# Material for this task:
□ □ □ □ □ □ □
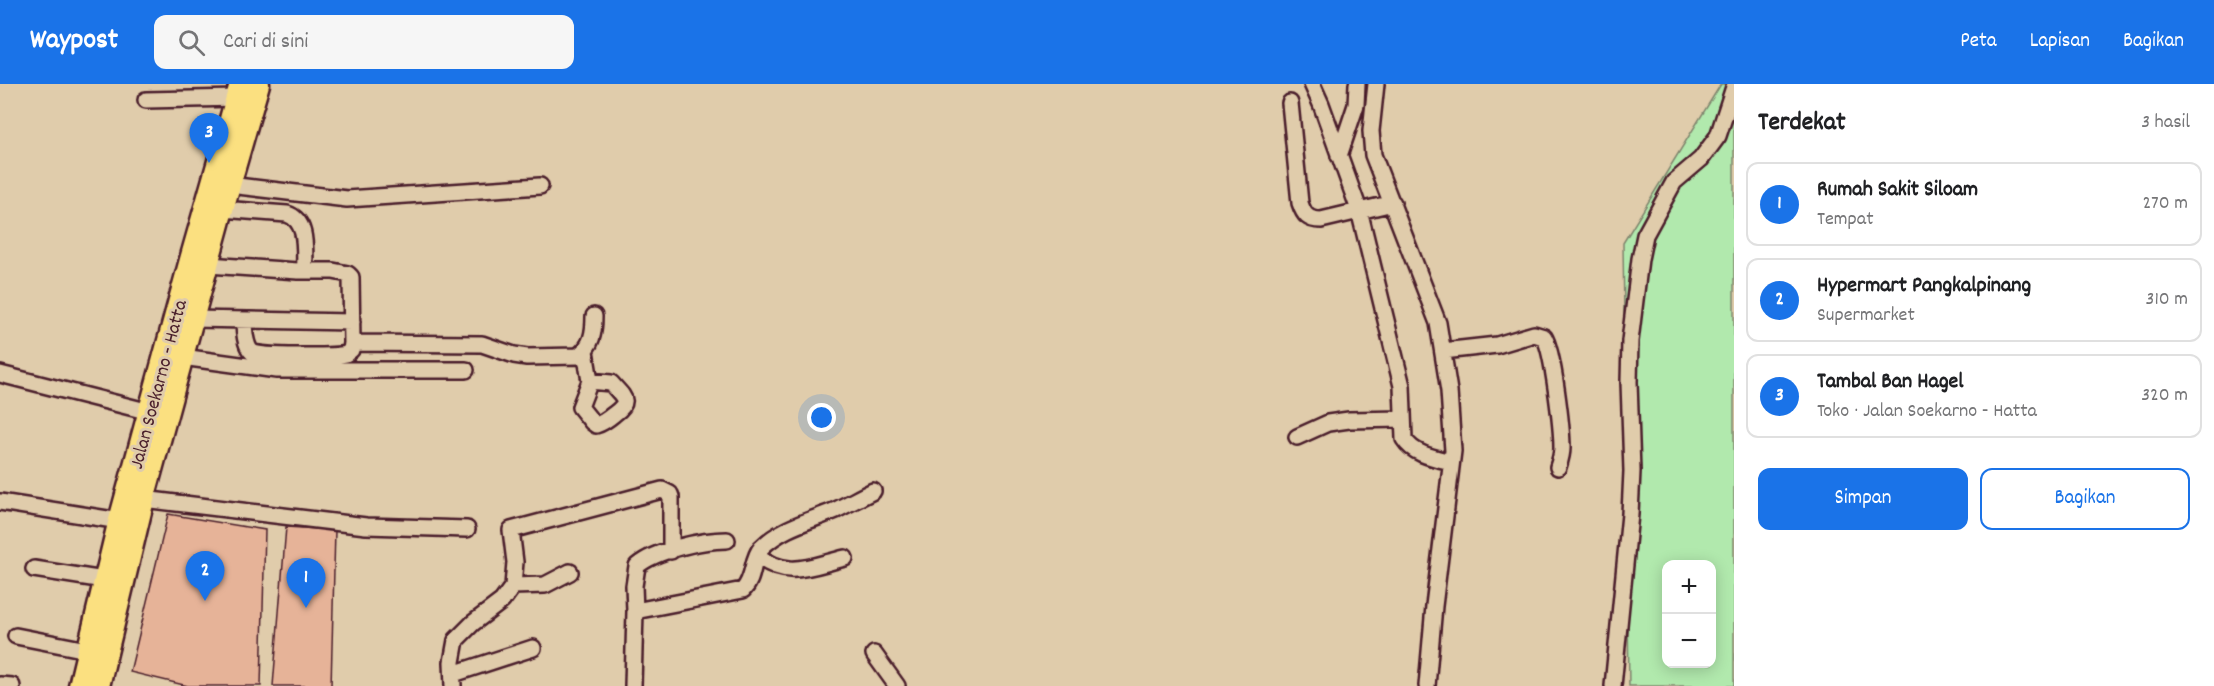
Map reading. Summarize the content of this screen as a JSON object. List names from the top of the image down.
□ □ □ □ □ □ □
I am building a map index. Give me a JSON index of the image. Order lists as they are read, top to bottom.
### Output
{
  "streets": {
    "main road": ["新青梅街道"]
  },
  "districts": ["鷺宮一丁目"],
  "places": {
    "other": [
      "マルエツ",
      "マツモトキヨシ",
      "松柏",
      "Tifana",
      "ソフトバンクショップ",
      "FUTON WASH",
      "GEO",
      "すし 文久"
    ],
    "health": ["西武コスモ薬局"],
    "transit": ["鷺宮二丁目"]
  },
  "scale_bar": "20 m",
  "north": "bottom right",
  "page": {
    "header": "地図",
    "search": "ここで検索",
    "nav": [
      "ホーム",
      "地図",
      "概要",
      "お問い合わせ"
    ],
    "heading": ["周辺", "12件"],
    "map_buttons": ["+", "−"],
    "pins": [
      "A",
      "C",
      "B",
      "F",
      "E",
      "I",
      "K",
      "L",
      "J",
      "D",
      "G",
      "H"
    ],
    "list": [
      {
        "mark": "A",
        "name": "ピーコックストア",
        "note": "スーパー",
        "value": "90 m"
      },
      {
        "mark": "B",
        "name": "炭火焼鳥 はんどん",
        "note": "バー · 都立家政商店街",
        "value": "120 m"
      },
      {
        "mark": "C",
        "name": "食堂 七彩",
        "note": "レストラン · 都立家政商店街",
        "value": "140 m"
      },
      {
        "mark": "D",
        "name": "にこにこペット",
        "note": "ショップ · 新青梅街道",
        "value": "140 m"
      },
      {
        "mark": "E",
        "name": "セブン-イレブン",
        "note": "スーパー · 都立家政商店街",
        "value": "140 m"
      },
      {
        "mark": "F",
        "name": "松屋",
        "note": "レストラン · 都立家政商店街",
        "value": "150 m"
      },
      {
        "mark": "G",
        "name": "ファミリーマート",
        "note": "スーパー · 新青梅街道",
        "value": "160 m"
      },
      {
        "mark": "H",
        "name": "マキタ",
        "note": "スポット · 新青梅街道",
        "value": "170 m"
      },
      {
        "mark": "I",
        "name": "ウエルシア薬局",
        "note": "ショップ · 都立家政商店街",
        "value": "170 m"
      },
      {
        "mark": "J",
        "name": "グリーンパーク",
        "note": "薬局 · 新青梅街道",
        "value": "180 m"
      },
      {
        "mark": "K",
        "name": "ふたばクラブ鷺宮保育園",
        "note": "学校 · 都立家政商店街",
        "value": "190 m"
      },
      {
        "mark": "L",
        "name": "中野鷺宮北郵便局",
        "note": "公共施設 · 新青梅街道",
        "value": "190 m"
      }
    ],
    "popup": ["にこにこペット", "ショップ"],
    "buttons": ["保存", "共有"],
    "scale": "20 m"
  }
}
□ □ □ □ □ □ □
# Exercise aim:
Filter the listing for the word "image" and copy every line that holds it.

# Your solution:
Map reading. Summarize the content of this screen as a JSON object. List names from the top of the image down.
I am building a map index. Give me a JSON index of the image. Order lists as they are read, top to bottom.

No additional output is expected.